Of course, we've seen how closely "the spirit" of the original music has been drained out of those other shows. Part of the reason these shows are such classics was their use of timely and evocative music. It still boggles my mind that it should even require any additional licensing. The music was licensed for the show. The DVDs are simply the same show. The music was already licensed. Why should it need another license? And, even if you grant the idea that it should get the license, why would anyone not let that happen? Having the music in these shows is never going to harm the market for that music or those musicians. It can only serve to draw more attention to that music, especially for people nostalgic for the time when the show aired.

Also, the page about the DVD notes one other bizarre change:
A few brand names and images had to be blurred or replaced for legal reasons.
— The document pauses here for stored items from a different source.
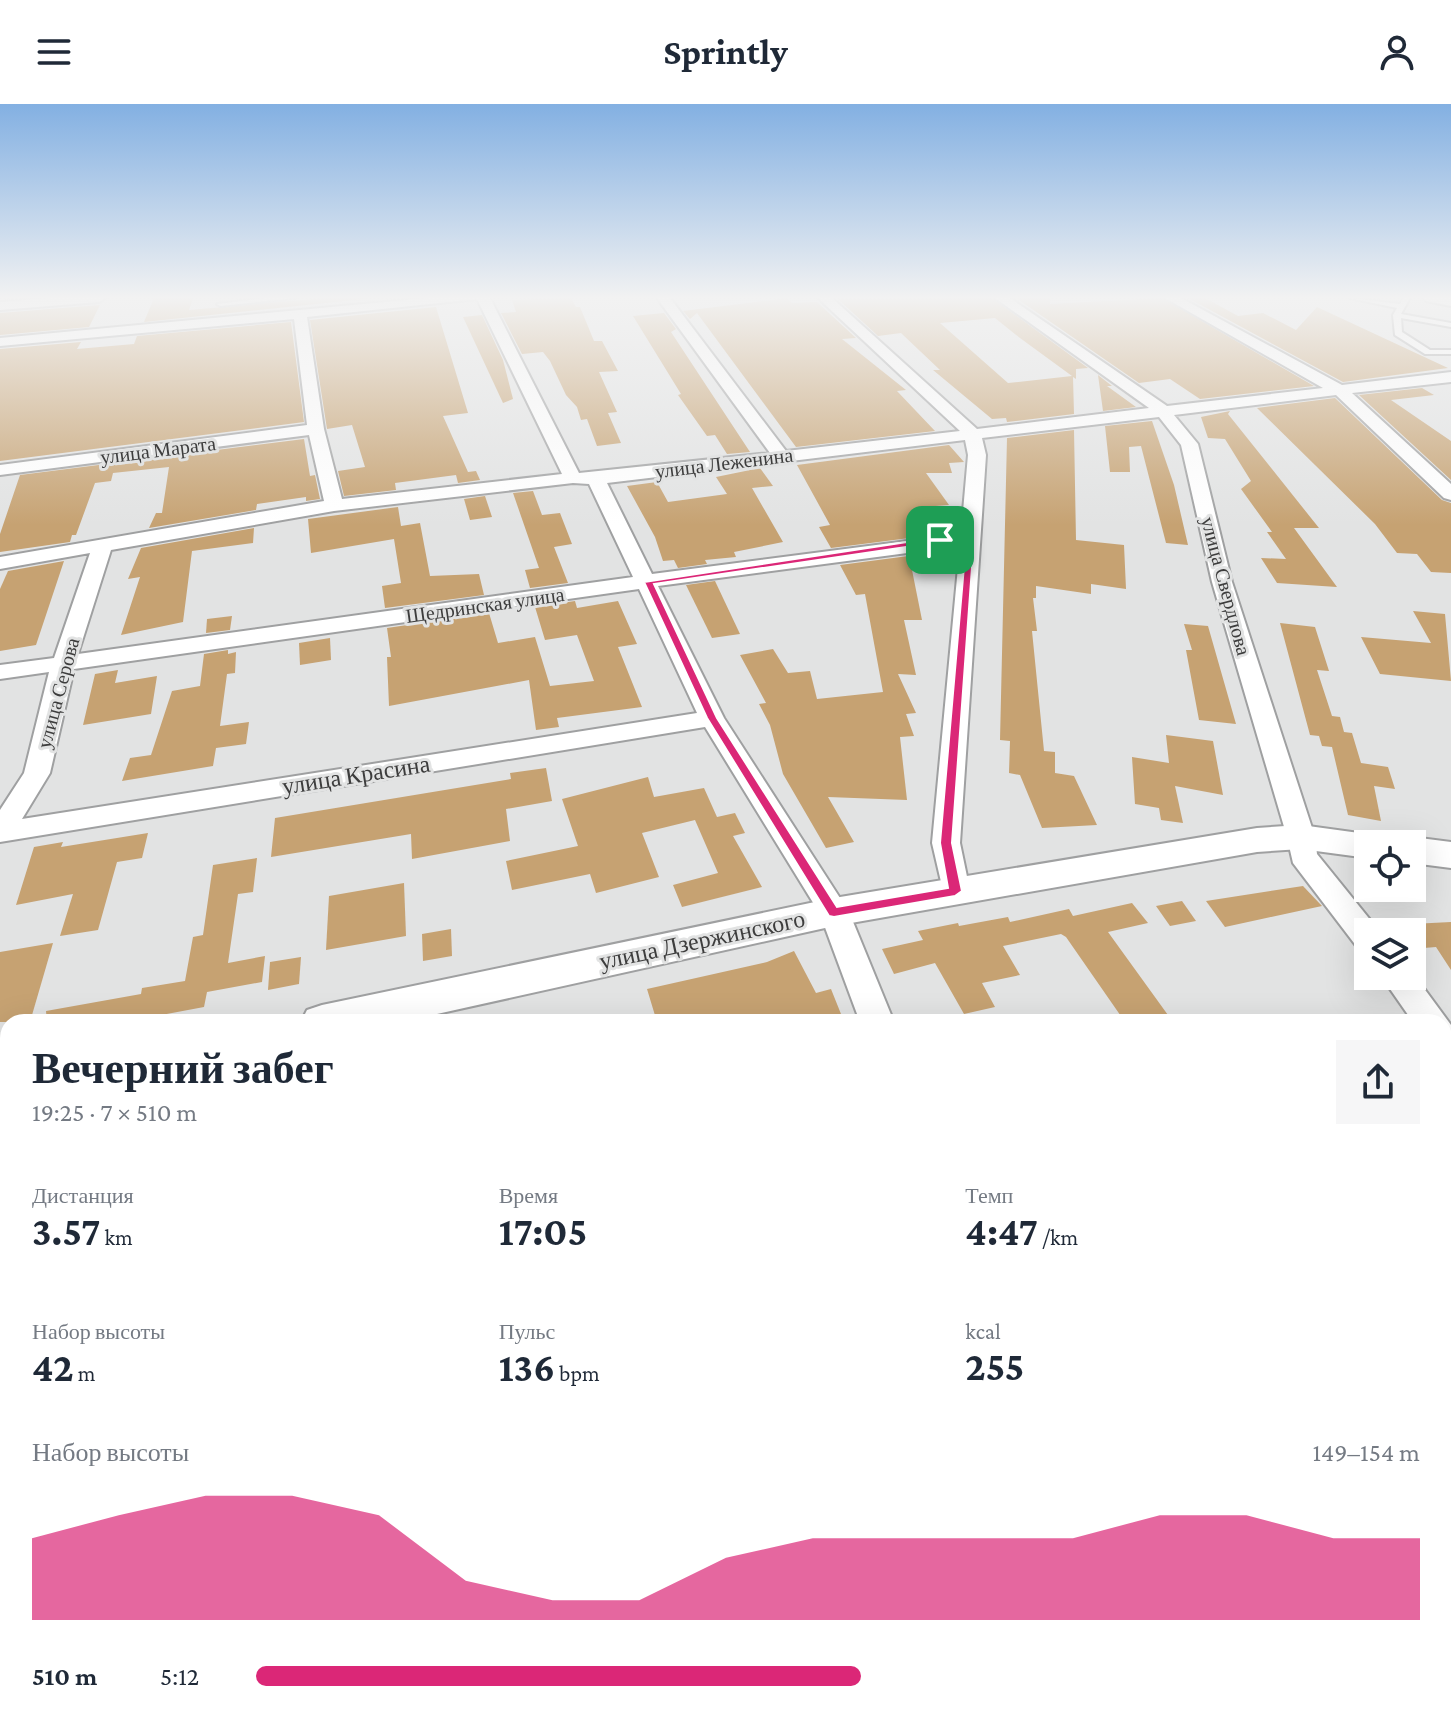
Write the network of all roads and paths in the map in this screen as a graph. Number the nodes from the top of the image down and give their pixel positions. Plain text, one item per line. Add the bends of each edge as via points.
1 (307, 374) edge
2 (525, 374) edge
3 (719, 374) edge
4 (907, 374) edge
5 (1109, 374) edge
6 (1309, 374) edge
7 (1451, 377) edge
8 (1339, 390) junction
9 (1163, 411) junction
10 (316, 429) junction
11 (972, 433) junction
12 (781, 456) junction
13 (0, 470) edge
14 (584, 478) junction
15 (1451, 494) edge
16 (334, 505) junction
17 (970, 540) junction
18 (102, 547) junction
19 (0, 563) edge
20 (649, 582) junction
21 (63, 664) junction
22 (0, 672) edge
23 (712, 718) junction
24 (0, 832) edge
25 (1301, 837) junction
26 (1354, 843) edge
27 (1426, 852) edge
28 (1451, 855) edge
29 (955, 891) junction
30 (834, 912) junction
31 (1354, 921) edge
32 (1408, 990) edge
33 (359, 1014) edge
34 (874, 1014) edge
35 (1426, 1014) edge

1 - 10 street
2 - 14 street
3 - 12 street
4 - 11 street
5 - 9 street, улица Свердлова
6 - 8 street
7 - 8 street, улица Леженина
8 - 9 street, улица Леженина
8 - 15 street
9 - 11 street, улица Леженина
9 - 25 street, улица Свердлова via 1189,444 1222,582
10 - 13 street, улица Марата
10 - 16 street
11 - 12 street, улица Леженина
11 - 17 street via 977,455
12 - 14 street, улица Леженина
14 - 16 street, улица Леженина
14 - 20 street
16 - 18 street, улица Леженина
17 - 20 street, Щедринская улица
17 - 29 street via 946,843
18 - 19 street, улица Леженина
18 - 21 street, улица Серова
20 - 21 street, Щедринская улица
20 - 23 street
21 - 22 street, Щедринская улица
21 - 24 street, улица Серова via 37,773
23 - 24 street, улица Красина
23 - 30 street
25 - 26 street, улица Дзержинского
25 - 29 street, улица Дзержинского
25 - 31 street, улица Свердлова via 1303,856
27 - 28 street
29 - 30 street, улица Дзержинского
30 - 33 street, улица Дзержинского
30 - 34 street
32 - 35 street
I'm still trying to figure out what these "legal reasons" are. Last month we wrote about a lawyer whose job it is to make sure no brands appear unblurred in movies, but I'm struggling to understand the legal rationale behind this. It's not a trademark violation to use a brand in a movie or a TV show. There's not going to be any "confusion" from showing a brand or dilution of the brand because a long-off-the-air TV show isn't competing with those brands. This is yet another sign of the ridiculous levels to which intellectual property law has taken culture these days.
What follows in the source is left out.